Could you please split this issue into two parts, file names for open/create, and internal storage of file names; and give some priority to open/create? It seems that this part should be easy, and will alleviate the bulk of this problem for international Windows users.
There have been several patch contributions over the years, most recently this one from Christian Seiler which is well considered. Can something like this be included in the next release?
UTF-8 file name compatibility for HDF5 is impacting other communities, such as test failures when building netCDF inside a user account named with non-English characters.
Unfortunately, those two issues cannot be cleanly separated.

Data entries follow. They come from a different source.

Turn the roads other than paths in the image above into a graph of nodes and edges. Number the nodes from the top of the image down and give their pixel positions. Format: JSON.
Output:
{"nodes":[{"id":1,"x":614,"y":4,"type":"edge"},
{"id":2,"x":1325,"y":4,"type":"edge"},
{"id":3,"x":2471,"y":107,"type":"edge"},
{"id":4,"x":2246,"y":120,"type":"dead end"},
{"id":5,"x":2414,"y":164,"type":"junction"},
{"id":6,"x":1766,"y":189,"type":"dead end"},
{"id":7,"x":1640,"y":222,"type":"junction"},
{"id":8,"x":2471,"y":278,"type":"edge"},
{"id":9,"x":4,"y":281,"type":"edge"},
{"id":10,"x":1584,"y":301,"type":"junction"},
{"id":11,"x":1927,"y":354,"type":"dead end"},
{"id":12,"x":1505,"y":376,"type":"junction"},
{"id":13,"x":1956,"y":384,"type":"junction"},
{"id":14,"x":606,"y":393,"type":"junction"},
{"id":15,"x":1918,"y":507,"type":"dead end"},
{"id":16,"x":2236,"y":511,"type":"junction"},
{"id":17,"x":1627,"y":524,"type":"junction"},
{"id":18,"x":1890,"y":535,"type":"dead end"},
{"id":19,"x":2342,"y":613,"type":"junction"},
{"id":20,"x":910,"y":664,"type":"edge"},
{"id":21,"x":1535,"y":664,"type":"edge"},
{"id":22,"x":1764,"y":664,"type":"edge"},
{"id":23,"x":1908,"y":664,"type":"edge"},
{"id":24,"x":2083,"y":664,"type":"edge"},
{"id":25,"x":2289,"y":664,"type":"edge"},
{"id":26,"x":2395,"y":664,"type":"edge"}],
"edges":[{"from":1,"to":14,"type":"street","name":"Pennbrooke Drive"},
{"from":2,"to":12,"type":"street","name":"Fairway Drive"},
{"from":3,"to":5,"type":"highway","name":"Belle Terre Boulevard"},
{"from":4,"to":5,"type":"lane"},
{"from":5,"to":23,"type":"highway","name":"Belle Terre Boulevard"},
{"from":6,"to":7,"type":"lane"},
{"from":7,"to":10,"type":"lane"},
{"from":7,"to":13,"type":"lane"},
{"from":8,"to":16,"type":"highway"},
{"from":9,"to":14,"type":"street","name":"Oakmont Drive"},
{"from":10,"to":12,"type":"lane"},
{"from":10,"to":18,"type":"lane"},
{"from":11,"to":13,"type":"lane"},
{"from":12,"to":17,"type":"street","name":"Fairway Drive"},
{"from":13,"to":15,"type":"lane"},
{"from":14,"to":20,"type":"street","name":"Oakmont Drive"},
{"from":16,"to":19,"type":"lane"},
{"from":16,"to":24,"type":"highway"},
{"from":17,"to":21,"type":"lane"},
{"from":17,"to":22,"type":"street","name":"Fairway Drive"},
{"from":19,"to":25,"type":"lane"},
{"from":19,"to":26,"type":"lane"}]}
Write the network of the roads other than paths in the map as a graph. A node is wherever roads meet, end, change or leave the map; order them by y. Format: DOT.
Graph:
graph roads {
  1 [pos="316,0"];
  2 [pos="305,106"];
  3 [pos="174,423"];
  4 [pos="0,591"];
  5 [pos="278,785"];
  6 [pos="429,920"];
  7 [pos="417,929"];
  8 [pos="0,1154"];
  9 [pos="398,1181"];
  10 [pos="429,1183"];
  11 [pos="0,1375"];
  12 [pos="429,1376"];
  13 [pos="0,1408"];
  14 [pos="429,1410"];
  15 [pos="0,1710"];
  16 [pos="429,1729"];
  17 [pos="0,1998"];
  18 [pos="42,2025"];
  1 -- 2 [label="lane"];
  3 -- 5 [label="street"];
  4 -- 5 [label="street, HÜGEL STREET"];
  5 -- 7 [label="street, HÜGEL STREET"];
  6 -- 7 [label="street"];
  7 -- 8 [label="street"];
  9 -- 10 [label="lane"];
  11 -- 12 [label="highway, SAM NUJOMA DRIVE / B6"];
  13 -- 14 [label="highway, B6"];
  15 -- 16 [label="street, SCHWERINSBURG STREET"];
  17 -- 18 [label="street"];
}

HDF5 file stores names of the files used by, for example, external links, VDS and split VFD to name a few. Those also have to be open with the same underlying functions. We have to have a comprehensive solution and not just a patch for H5Fopen on Windows.
We understand the pain and will revisit the topic of a patch internally, but the right thing will be for all of us to work together to fix the issue once and for all.
All,
I am wondering… How many people on the FORUM are willing to contribute their time and knowledge, and work with The HDF Group developers on this feature?
I’d like to see this fixed.
It often comes up with new users of our software. We moved to using HDF5 from our proprietary file format so this became an issue when we changed, prompting lots of questions such as “why can’t I save files to my ‘Users’ directory anymore? I used to be able to.” It would seem like fixing this should be an important issue to the increase in adoption of HDF5 especially in enterprise.
Thumbs up for the previous comments.
I would also appreciate to see this topic fixed: it is quite tricky to understand why in some case hdf5 files aren’t saved. It is paticularly annoying in French due to the accents and specific characters such as “ç”.
I would be thrilled to fix this issue. The problem is that it’s a huge amount of effort with no obvious funding source. Everyone wants this problem to be fixed but nobody wants it fixed so badly that they are willing to pay for an engineer to spend the better part of a year fixing it properly. A lot of people seem to think that we just need to tweak the “open file” code, but that isn’t true. So much stuff in the library is affected by Unicode file names on Windows and doing a hasty job will risk dramatically increasing our technical debt and bug count.
For anyone who comes across this old thread, we’ve added enough support to get Unicode working, as well as code pages (common in Japan, from what I understand). This is difficult for us to test as we don’t have a bunch of international Windows VMs set up, so please report failures to us so we can fix things.
This is not comprehensive support, but should at least allow people to open files.